- _Description of the task_
Please find every line in the records below that contains the word "ТЕЛЕУ", and copy it.

- _Data for processing_
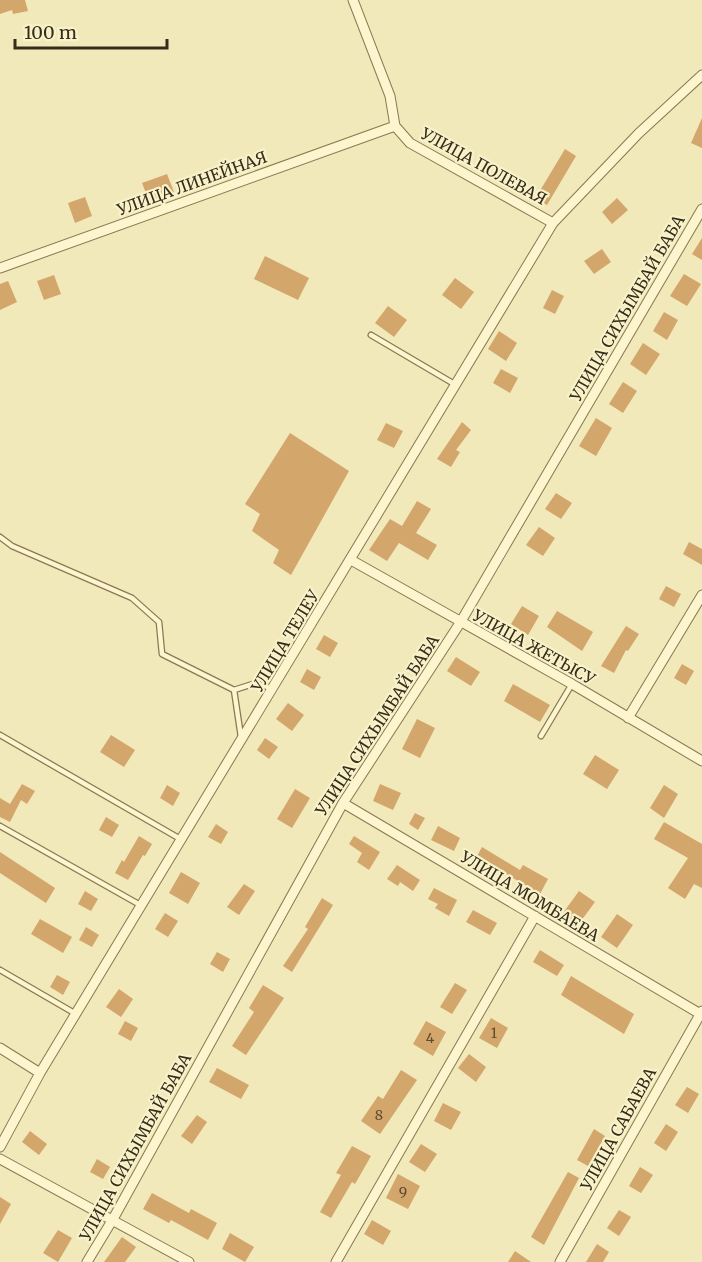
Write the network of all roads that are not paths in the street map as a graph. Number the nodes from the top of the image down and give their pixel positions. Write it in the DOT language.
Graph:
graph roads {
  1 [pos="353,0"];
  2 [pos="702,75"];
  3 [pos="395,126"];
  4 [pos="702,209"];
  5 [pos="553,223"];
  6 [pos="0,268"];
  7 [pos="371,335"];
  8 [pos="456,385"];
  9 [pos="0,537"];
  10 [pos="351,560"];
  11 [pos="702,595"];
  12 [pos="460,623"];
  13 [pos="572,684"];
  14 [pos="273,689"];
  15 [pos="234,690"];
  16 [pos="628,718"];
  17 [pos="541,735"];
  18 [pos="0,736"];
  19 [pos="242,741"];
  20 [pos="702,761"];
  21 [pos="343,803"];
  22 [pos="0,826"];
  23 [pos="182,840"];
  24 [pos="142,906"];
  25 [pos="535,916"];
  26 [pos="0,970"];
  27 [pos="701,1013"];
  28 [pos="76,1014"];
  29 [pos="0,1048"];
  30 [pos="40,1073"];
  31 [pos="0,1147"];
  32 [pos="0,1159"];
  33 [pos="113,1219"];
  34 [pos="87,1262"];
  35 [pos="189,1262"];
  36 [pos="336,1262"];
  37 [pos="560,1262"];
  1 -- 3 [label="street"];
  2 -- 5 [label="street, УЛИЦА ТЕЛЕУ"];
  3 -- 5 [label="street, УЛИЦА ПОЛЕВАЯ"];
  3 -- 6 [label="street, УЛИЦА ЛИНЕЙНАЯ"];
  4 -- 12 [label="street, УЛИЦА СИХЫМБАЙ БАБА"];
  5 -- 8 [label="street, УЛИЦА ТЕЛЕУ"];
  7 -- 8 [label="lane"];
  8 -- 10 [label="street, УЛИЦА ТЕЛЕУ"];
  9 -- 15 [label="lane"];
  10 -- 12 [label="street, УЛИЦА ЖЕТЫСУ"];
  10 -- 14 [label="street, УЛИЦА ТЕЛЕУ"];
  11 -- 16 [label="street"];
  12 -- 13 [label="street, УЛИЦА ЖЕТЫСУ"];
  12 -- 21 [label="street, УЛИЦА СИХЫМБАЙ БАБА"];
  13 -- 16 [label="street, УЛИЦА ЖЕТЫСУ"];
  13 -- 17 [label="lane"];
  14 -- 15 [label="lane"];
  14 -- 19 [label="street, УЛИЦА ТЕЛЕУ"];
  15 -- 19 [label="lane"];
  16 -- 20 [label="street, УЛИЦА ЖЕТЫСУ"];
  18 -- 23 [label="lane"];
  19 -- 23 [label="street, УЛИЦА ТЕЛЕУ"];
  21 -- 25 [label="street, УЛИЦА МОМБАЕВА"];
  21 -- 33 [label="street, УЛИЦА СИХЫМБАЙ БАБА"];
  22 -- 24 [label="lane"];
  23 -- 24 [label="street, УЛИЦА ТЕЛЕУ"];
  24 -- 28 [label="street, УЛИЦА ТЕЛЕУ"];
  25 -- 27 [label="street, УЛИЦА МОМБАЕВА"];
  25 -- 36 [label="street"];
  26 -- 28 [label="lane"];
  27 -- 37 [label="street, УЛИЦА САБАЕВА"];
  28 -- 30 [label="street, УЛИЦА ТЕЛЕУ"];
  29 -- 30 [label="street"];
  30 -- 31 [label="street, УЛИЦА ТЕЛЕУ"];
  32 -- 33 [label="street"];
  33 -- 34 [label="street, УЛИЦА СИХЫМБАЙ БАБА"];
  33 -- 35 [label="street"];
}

- _Response to the exercise_
  2 -- 5 [label="street, УЛИЦА ТЕЛЕУ"];
  5 -- 8 [label="street, УЛИЦА ТЕЛЕУ"];
  8 -- 10 [label="street, УЛИЦА ТЕЛЕУ"];
  10 -- 14 [label="street, УЛИЦА ТЕЛЕУ"];
  14 -- 19 [label="street, УЛИЦА ТЕЛЕУ"];
  19 -- 23 [label="street, УЛИЦА ТЕЛЕУ"];
  23 -- 24 [label="street, УЛИЦА ТЕЛЕУ"];
  24 -- 28 [label="street, УЛИЦА ТЕЛЕУ"];
  28 -- 30 [label="street, УЛИЦА ТЕЛЕУ"];
  30 -- 31 [label="street, УЛИЦА ТЕЛЕУ"];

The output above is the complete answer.